US initial jobless claims dropped to 1.88m, continuing claims rose to 2.28m
US initial jobless claims dropped another -249k to 1877k in the week ending May 30. Four-week moving average of initial claims dropped -324.8k to 2284k. Continuing claims rose 649k to 21487m in the week ending May 23. Four-week moving average dropped -222.5k to 22446k.
Also released, US trade deficit widened to USD -49.4B in April versus expectation of USD -41.5B. Non-farm productivity dropped -0.9% in Q1 while unit labor costs rose 5.1%. Canada trade deficit widened to CAD -3.3B in April versus expectation of CAD -2.7B.
BoE Hauser: Negative rate not going to happen in the near term
Andrew Hauser, BoE Executive Director for Markets said even if negative interest rate is the right thing to do, “it’s not going to happen in the near term”. He added, “it’s on the retail side and banking side that we need to think more about it, and no decisions have been made about that either way.”
He also warned, “financial markets could come under strain again if there is another leg to the global infection cycle, or if economic data come out persistently worse than expected.”
ECB increase PEPP by EUR 600B, extend to at least June 2021
ECB announced to increase the pandemic emergency purchase programme (PEPP) by EUR 600B to a total of EUR 1350B today. Purchases will continue to conducted in a “flexible manner over time, across asset classes and among jurisdictions”.

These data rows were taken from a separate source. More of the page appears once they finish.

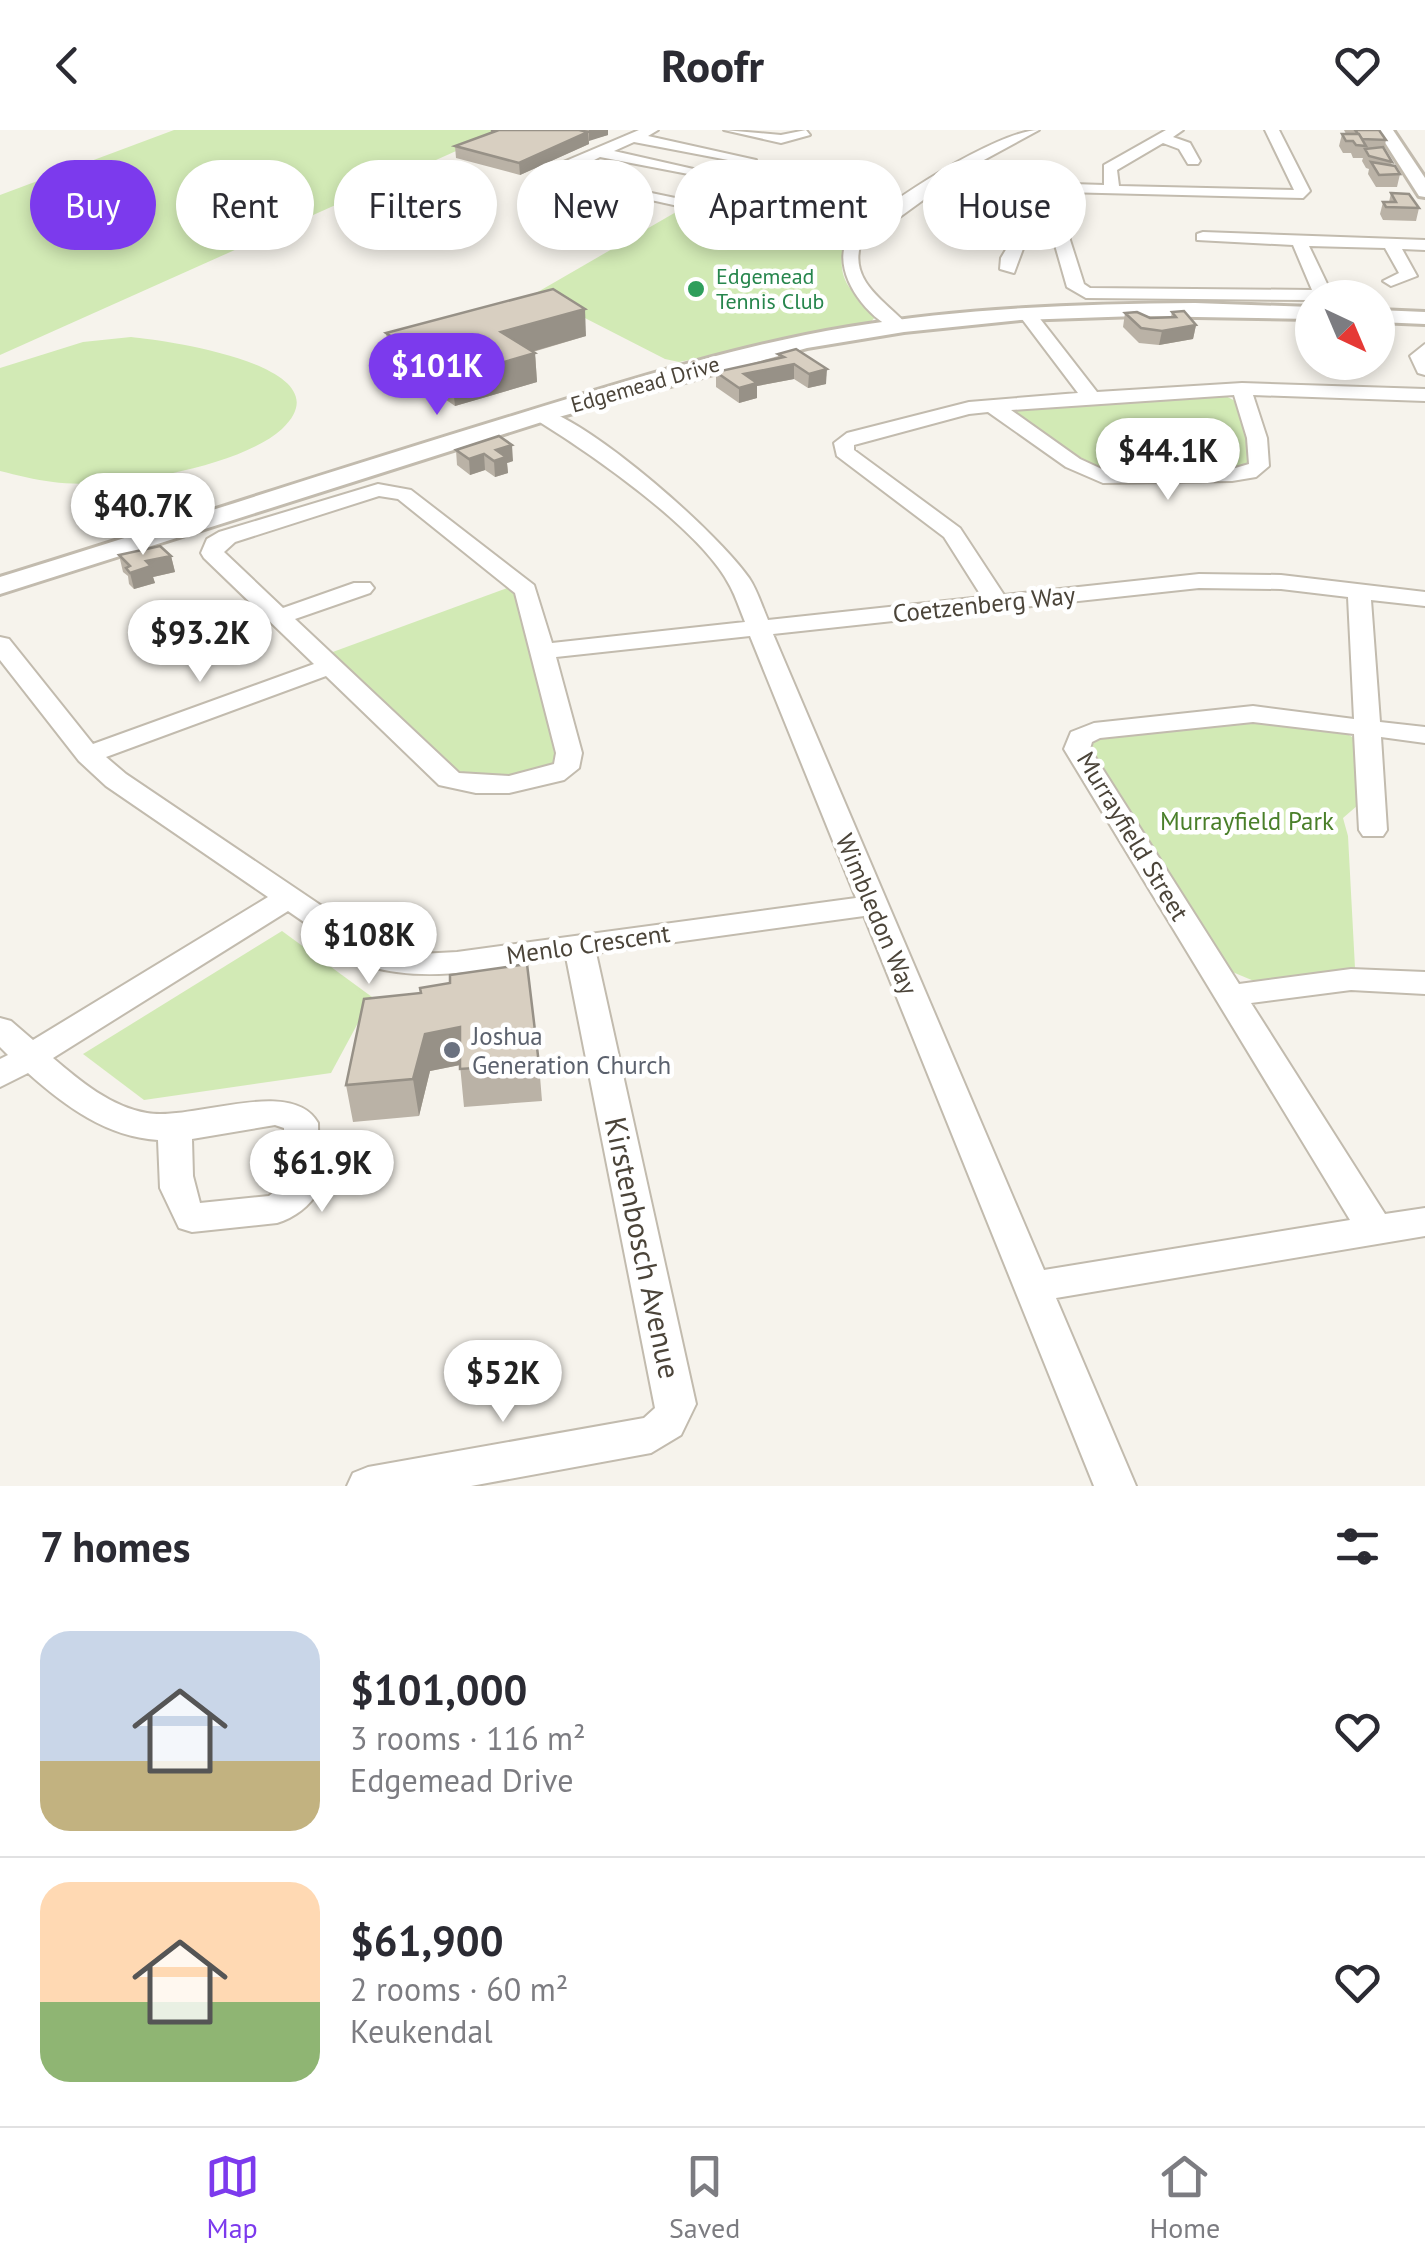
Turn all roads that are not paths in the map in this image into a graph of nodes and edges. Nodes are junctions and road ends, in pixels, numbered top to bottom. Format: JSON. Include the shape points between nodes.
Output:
{"nodes":[{"id":1,"x":650,"y":130,"type":"edge"},
{"id":2,"x":730,"y":130,"type":"edge"},
{"id":3,"x":799,"y":130,"type":"edge"},
{"id":4,"x":1032,"y":130,"type":"edge"},
{"id":5,"x":1176,"y":130,"type":"edge"},
{"id":6,"x":1272,"y":130,"type":"edge"},
{"id":7,"x":1386,"y":130,"type":"edge"},
{"id":8,"x":634,"y":138,"type":"junction"},
{"id":9,"x":1161,"y":138,"type":"junction"},
{"id":10,"x":596,"y":152,"type":"junction"},
{"id":11,"x":749,"y":160,"type":"dead end"},
{"id":12,"x":974,"y":160,"type":"edge"},
{"id":13,"x":1192,"y":161,"type":"dead end"},
{"id":14,"x":674,"y":166,"type":"edge"},
{"id":15,"x":1418,"y":171,"type":"edge"},
{"id":16,"x":1086,"y":189,"type":"edge"},
{"id":17,"x":1112,"y":191,"type":"junction"},
{"id":18,"x":1425,"y":192,"type":"edge"},
{"id":19,"x":674,"y":202,"type":"edge"},
{"id":20,"x":1204,"y":238,"type":"dead end"},
{"id":21,"x":1299,"y":240,"type":"junction"},
{"id":22,"x":1391,"y":244,"type":"junction"},
{"id":23,"x":1425,"y":245,"type":"edge"},
{"id":24,"x":851,"y":250,"type":"edge"},
{"id":25,"x":1013,"y":250,"type":"edge"},
{"id":26,"x":1065,"y":250,"type":"edge"},
{"id":27,"x":1008,"y":269,"type":"dead end"},
{"id":28,"x":1391,"y":280,"type":"dead end"},
{"id":29,"x":1295,"y":313,"type":"edge"},
{"id":30,"x":1028,"y":315,"type":"junction"},
{"id":31,"x":1395,"y":317,"type":"edge"},
{"id":32,"x":1425,"y":318,"type":"edge"},
{"id":33,"x":900,"y":326,"type":"junction"},
{"id":34,"x":1425,"y":349,"type":"edge"},
{"id":35,"x":1425,"y":369,"type":"edge"},
{"id":36,"x":1242,"y":388,"type":"junction"},
{"id":37,"x":1425,"y":395,"type":"edge"},
{"id":38,"x":1092,"y":398,"type":"junction"},
{"id":39,"x":992,"y":406,"type":"junction"},
{"id":40,"x":542,"y":414,"type":"junction"},
{"id":41,"x":0,"y":586,"type":"edge"},
{"id":42,"x":362,"y":588,"type":"dead end"},
{"id":43,"x":1359,"y":591,"type":"junction"},
{"id":44,"x":1425,"y":599,"type":"edge"},
{"id":45,"x":997,"y":602,"type":"junction"},
{"id":46,"x":279,"y":618,"type":"junction"},
{"id":47,"x":760,"y":628,"type":"junction"},
{"id":48,"x":0,"y":644,"type":"edge"},
{"id":49,"x":544,"y":651,"type":"junction"},
{"id":50,"x":330,"y":666,"type":"junction"},
{"id":51,"x":1369,"y":728,"type":"junction"},
{"id":52,"x":1425,"y":735,"type":"edge"},
{"id":53,"x":88,"y":755,"type":"junction"},
{"id":54,"x":1373,"y":830,"type":"dead end"},
{"id":55,"x":288,"y":899,"type":"junction"},
{"id":56,"x":873,"y":905,"type":"junction"},
{"id":57,"x":578,"y":946,"type":"junction"},
{"id":58,"x":1425,"y":983,"type":"edge"},
{"id":59,"x":1230,"y":996,"type":"junction"},
{"id":60,"x":0,"y":1029,"type":"edge"},
{"id":61,"x":31,"y":1056,"type":"junction"},
{"id":62,"x":0,"y":1075,"type":"edge"},
{"id":63,"x":175,"y":1128,"type":"dead end"},
{"id":64,"x":1425,"y":1222,"type":"edge"},
{"id":65,"x":1375,"y":1229,"type":"junction"},
{"id":66,"x":1032,"y":1287,"type":"junction"},
{"id":67,"x":368,"y":1486,"type":"edge"},
{"id":68,"x":1115,"y":1486,"type":"edge"}],
"edges":[{"from":1,"to":8,"type":"street"},
{"from":2,"to":3,"type":"street","via":[[790,139],[804,135]]},
{"from":4,"to":12,"type":"street"},
{"from":5,"to":9,"type":"street"},
{"from":6,"to":17,"type":"street","via":[[1302,191],[1298,195]]},
{"from":7,"to":15,"type":"street"},
{"from":8,"to":10,"type":"street"},
{"from":8,"to":11,"type":"street"},
{"from":9,"to":13,"type":"street","via":[[1187,148]]},
{"from":9,"to":17,"type":"street","via":[[1108,168]]},
{"from":10,"to":14,"type":"street"},
{"from":10,"to":19,"type":"street","via":[[554,177]]},
{"from":15,"to":18,"type":"street"},
{"from":16,"to":17,"type":"street"},
{"from":20,"to":21,"type":"street"},
{"from":21,"to":22,"type":"street"},
{"from":21,"to":26,"type":"street","via":[[1320,296],[1086,293],[1076,288]]},
{"from":22,"to":23,"type":"street"},
{"from":22,"to":28,"type":"street","via":[[1409,276]]},
{"from":24,"to":33,"type":"street","via":[[852,280]]},
{"from":25,"to":27,"type":"street"},
{"from":29,"to":30,"type":"street","name":"Edgemead Drive","via":[[1131,309]]},
{"from":30,"to":33,"type":"street","name":"Edgemead Drive"},
{"from":30,"to":38,"type":"street"},
{"from":31,"to":32,"type":"street"},
{"from":33,"to":40,"type":"street","name":"Edgemead Drive","via":[[764,351]]},
{"from":34,"to":35,"type":"street","via":[[1419,356]]},
{"from":36,"to":37,"type":"street"},
{"from":36,"to":38,"type":"street"},
{"from":36,"to":39,"type":"street","via":[[1259,466],[1232,475],[1097,475]]},
{"from":38,"to":39,"type":"street"},
{"from":39,"to":45,"type":"street","via":[[854,437],[842,449],[952,533]]},
{"from":40,"to":41,"type":"street","name":"Edgemead Drive"},
{"from":40,"to":47,"type":"street","name":"Wimbledon Way","via":[[623,468],[719,556],[740,582]]},
{"from":42,"to":46,"type":"street"},
{"from":43,"to":44,"type":"street","name":"Coetzenberg Way"},
{"from":43,"to":45,"type":"street","name":"Coetzenberg Way","via":[[1243,580]]},
{"from":43,"to":51,"type":"street"},
{"from":45,"to":47,"type":"street","name":"Coetzenberg Way"},
{"from":46,"to":49,"type":"street","via":[[212,553],[213,546],[386,489],[417,503],[526,590]]},
{"from":46,"to":50,"type":"street"},
{"from":47,"to":49,"type":"street","name":"Coetzenberg Way"},
{"from":47,"to":56,"type":"street","name":"Wimbledon Way"},
{"from":48,"to":53,"type":"street","name":"Menlo Crescent"},
{"from":49,"to":50,"type":"street","via":[[570,752],[566,768],[543,778],[478,784],[444,775]]},
{"from":50,"to":53,"type":"street"},
{"from":51,"to":52,"type":"street","name":"Murrayfield Street"},
{"from":51,"to":54,"type":"street"},
{"from":51,"to":59,"type":"street","name":"Murrayfield Street","via":[[1254,714],[1094,731],[1078,743]]},
{"from":53,"to":55,"type":"street","name":"Menlo Crescent"},
{"from":55,"to":57,"type":"street","name":"Menlo Crescent","via":[[366,954],[392,963]]},
{"from":55,"to":61,"type":"street"},
{"from":56,"to":57,"type":"street","name":"Menlo Crescent"},
{"from":56,"to":66,"type":"street","name":"Wimbledon Way"},
{"from":57,"to":67,"type":"street","name":"Kirstenbosch Avenue","via":[[676,1404],[673,1415],[651,1434]]},
{"from":58,"to":59,"type":"street","via":[[1345,978]]},
{"from":59,"to":65,"type":"street","name":"Murrayfield Street"},
{"from":60,"to":61,"type":"street"},
{"from":61,"to":62,"type":"street"},
{"from":61,"to":63,"type":"street","via":[[107,1115]]},
{"from":64,"to":65,"type":"street"},
{"from":65,"to":66,"type":"street"},
{"from":66,"to":68,"type":"street","name":"Wimbledon Way"}]}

Also, the horizon of PEPP net purchases will be extended to “at least the end of June 2021”. Additionally, “the Governing Council will conduct net asset purchases under the PEPP until it judges that the coronavirus crisis phase is over.” Maturing principal payments will also be reinvested “until at least the end of 2022”.
Asset purchase programme net purchase will continue at monthly pace of EUR 20B and it’s expected to “run for as long as necessary”. Reinvestments of principal payments will also continue, “for an extended period of time”.
Interest rates are held unchanged, with main refinancing rate at 0.00%, marginal facility rate at 0.25% and deposit rate at -0.50%.
Eurozone retail sales dropped -11.7% in Apr, EU sales dropped -11.1%
Eurozone retail sales dropped -11.7% mom in April, better than expectation of -15.0% mom. The volume of retail trade decreased by -27.7% mom for automotive fuels, by -17.0% mom for non-food products and by 5.5% for food, drinks and tobacco.
EU retail sales dropped -11.1% mom. Among Member States for which data are available, the largest decreases in the total retail trade volume were registered in Malta (-25.1%), Romania (-22.3%) and Ireland (-21.9%). The only increase was observed in Finland (+0.3%), while the volume in Sweden remained stable.
UK PMI contruction rose to 28.9, still second lowest since 2009
UK PMI construction rose notably to 28.9 in May, up from 8.2, but missed expectation of 30.0. Still, it was the second lowest level since February 2009 and stayed well below 50 handle. Markit said that severe weakness persists during May, despite gradual reopening of construction sites. There were rapid falls in new orders amid projection cancellations. Supply chain disruptions also remained widespread.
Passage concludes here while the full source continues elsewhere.